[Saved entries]
········

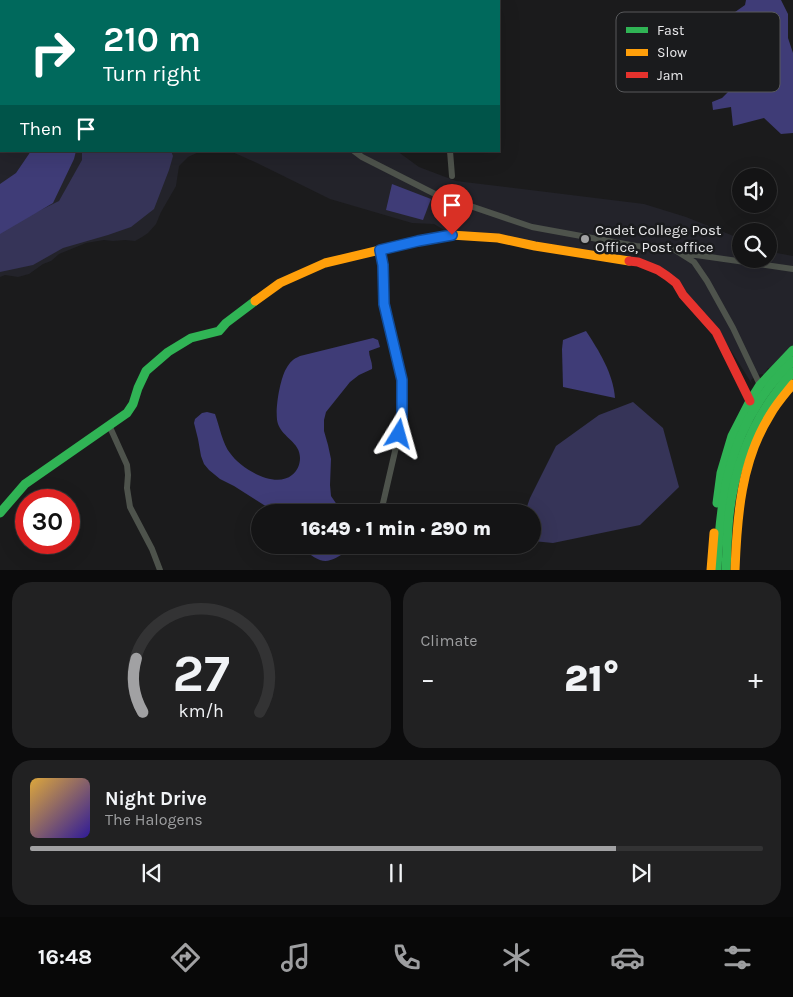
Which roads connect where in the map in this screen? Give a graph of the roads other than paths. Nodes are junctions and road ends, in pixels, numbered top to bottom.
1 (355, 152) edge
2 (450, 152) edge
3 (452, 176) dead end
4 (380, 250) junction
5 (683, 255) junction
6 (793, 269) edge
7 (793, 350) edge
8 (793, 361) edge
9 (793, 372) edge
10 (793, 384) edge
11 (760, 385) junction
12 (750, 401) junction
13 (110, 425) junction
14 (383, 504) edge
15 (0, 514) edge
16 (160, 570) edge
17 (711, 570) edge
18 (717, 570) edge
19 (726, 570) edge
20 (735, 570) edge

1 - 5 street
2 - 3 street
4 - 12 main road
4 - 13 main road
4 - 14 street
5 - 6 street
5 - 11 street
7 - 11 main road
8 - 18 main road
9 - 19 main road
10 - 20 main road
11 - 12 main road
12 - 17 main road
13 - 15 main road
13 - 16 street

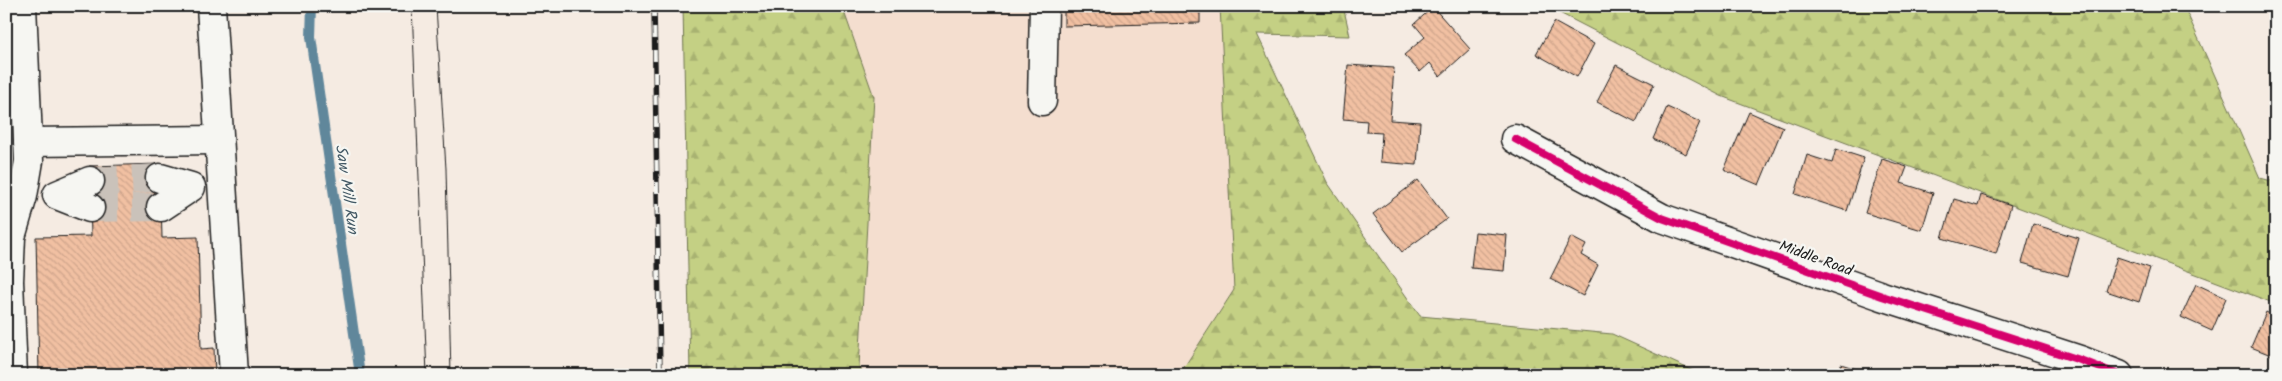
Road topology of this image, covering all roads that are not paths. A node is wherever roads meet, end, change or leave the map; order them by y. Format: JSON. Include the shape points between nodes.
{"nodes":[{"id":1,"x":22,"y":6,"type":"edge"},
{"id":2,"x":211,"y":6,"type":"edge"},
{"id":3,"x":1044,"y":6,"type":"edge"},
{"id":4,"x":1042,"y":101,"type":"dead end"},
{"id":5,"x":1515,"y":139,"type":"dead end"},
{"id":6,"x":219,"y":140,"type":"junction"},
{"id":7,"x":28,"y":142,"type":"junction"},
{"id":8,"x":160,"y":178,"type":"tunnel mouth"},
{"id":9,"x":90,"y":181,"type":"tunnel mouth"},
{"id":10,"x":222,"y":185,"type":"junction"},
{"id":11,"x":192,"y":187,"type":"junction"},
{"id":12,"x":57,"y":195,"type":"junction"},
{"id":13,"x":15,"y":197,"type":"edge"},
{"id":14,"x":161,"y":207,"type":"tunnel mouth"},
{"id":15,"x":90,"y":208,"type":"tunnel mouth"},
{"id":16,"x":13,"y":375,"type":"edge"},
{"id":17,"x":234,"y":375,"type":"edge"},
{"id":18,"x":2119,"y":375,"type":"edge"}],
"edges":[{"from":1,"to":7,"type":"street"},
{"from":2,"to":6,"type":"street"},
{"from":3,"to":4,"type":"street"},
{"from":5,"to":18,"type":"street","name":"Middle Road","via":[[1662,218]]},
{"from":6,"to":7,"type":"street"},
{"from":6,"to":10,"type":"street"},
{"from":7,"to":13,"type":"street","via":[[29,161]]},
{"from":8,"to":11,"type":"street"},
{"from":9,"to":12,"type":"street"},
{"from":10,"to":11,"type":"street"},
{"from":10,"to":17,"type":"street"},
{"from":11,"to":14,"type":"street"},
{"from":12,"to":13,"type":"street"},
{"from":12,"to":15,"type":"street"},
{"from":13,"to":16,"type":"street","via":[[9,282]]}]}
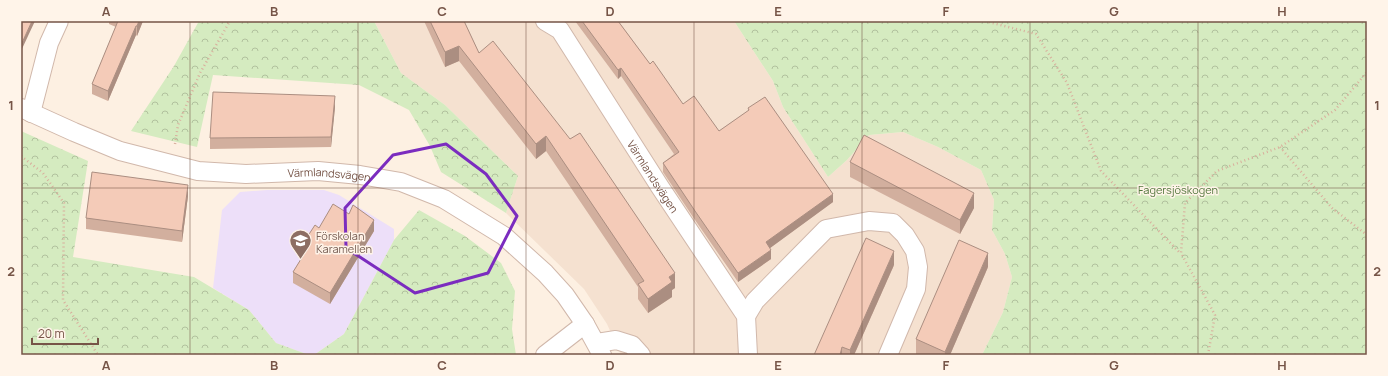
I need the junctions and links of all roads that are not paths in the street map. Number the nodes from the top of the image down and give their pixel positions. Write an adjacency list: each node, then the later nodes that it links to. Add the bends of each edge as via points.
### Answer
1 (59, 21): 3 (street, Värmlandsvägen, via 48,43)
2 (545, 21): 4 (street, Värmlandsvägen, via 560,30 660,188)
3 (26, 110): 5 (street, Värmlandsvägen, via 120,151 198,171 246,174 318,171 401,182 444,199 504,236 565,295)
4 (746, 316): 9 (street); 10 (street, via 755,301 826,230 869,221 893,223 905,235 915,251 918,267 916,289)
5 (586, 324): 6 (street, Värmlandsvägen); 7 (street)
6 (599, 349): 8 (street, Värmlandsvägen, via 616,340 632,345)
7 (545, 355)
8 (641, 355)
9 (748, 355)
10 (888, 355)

········

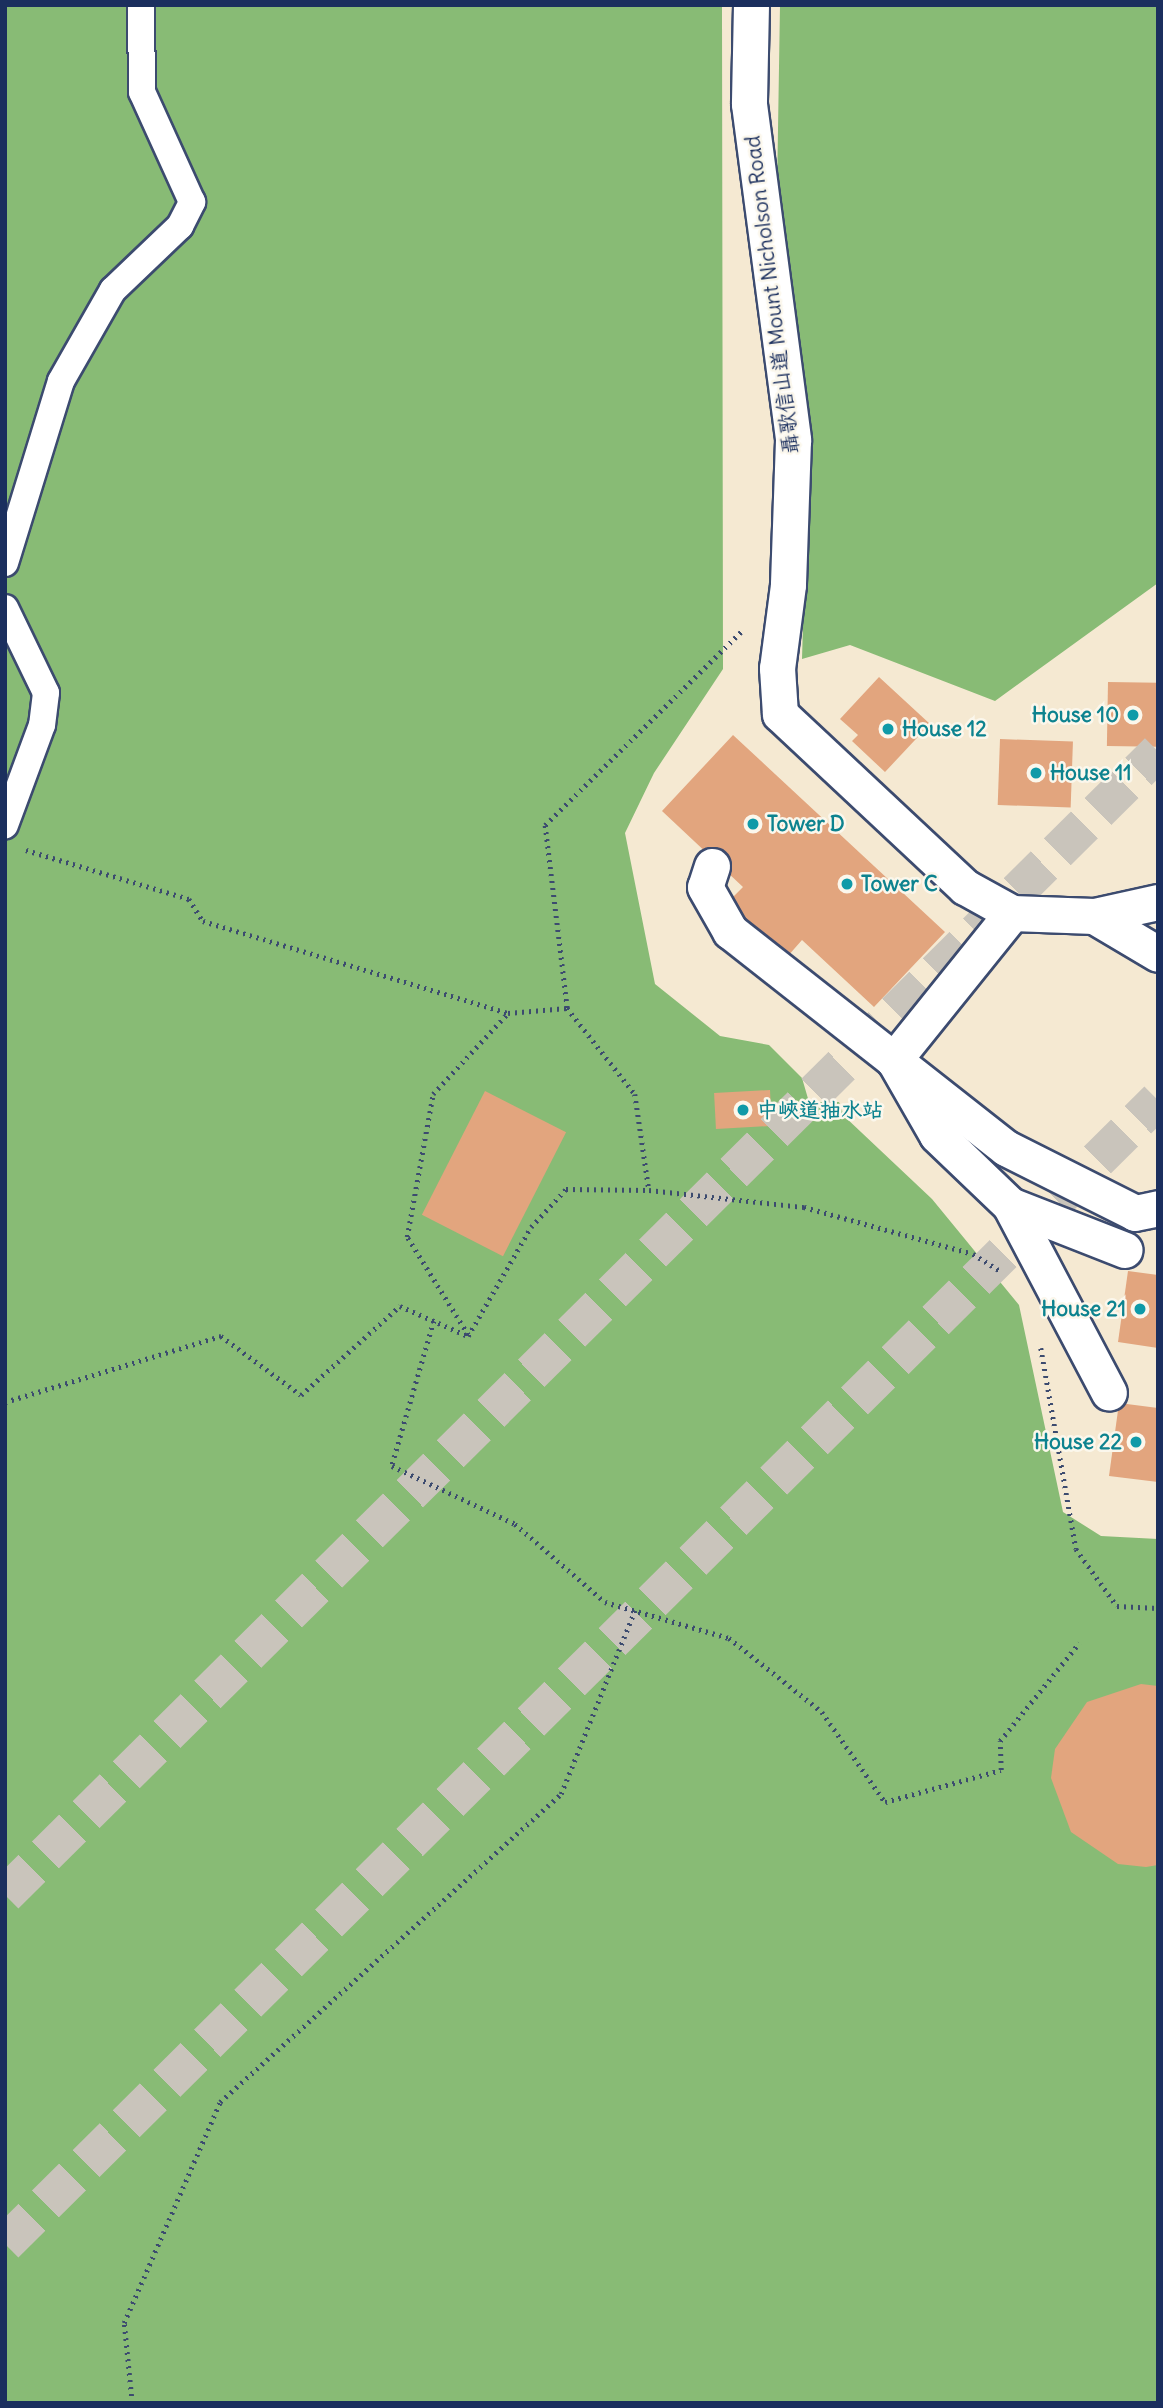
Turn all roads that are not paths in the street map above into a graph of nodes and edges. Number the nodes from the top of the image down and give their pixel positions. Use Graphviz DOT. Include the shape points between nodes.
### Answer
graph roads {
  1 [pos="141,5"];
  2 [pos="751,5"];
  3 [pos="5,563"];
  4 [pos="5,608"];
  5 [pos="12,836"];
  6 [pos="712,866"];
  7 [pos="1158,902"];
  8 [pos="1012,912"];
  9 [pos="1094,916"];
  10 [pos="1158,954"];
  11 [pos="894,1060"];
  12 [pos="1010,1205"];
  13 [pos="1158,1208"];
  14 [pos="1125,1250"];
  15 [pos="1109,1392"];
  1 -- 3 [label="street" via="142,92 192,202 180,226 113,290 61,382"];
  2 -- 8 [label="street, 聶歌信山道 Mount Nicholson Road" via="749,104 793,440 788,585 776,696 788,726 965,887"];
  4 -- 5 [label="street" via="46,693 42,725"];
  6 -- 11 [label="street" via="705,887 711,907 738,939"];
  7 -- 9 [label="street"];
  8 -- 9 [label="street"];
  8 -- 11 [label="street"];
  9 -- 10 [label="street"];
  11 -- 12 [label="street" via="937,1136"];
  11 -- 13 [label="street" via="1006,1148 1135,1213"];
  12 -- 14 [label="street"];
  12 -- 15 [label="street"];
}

········

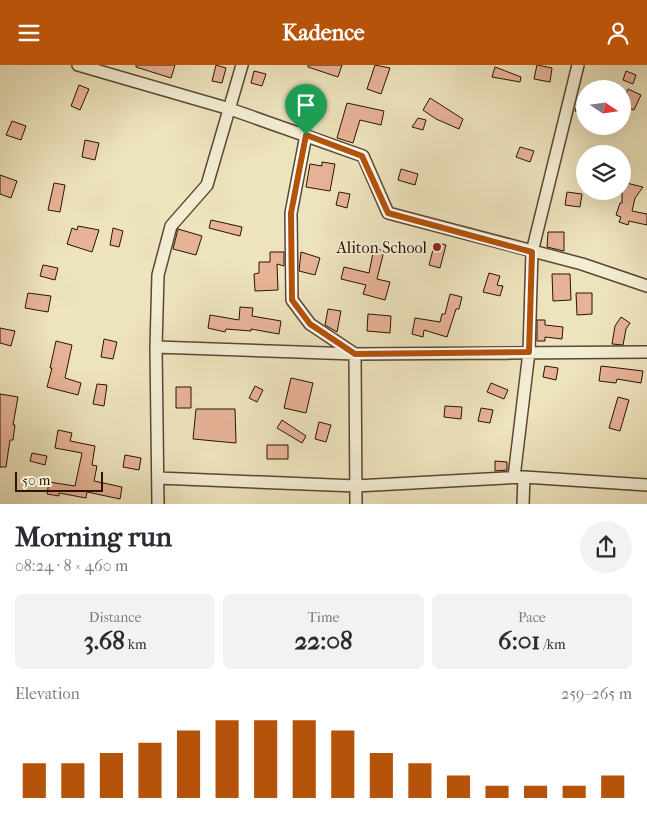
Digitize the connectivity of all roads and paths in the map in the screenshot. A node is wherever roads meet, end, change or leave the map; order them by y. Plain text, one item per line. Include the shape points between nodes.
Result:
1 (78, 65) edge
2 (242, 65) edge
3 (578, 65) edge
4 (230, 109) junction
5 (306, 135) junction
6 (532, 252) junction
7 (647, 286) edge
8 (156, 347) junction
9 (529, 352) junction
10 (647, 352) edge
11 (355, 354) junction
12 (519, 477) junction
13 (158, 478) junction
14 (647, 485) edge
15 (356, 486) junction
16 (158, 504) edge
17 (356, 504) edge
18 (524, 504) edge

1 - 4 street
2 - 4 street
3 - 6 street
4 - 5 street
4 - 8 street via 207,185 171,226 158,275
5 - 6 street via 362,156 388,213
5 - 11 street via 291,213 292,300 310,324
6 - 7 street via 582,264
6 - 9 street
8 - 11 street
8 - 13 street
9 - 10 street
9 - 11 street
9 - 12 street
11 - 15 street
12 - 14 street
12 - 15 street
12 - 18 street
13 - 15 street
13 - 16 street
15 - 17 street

········

Return every line of the data above in which "down" appears.

◆ Output of the exercise
I need the junctions and links of all roads that are not paths in the street map. Number the nodes from the top of the image down and give their pixel positions. Write an adjacency list: each node, then the later nodes that it links to. Add the bends of each edge as via points.
Turn all roads that are not paths in the street map above into a graph of nodes and edges. Number the nodes from the top of the image down and give their pixel positions. Use Graphviz DOT. Include the shape points between nodes.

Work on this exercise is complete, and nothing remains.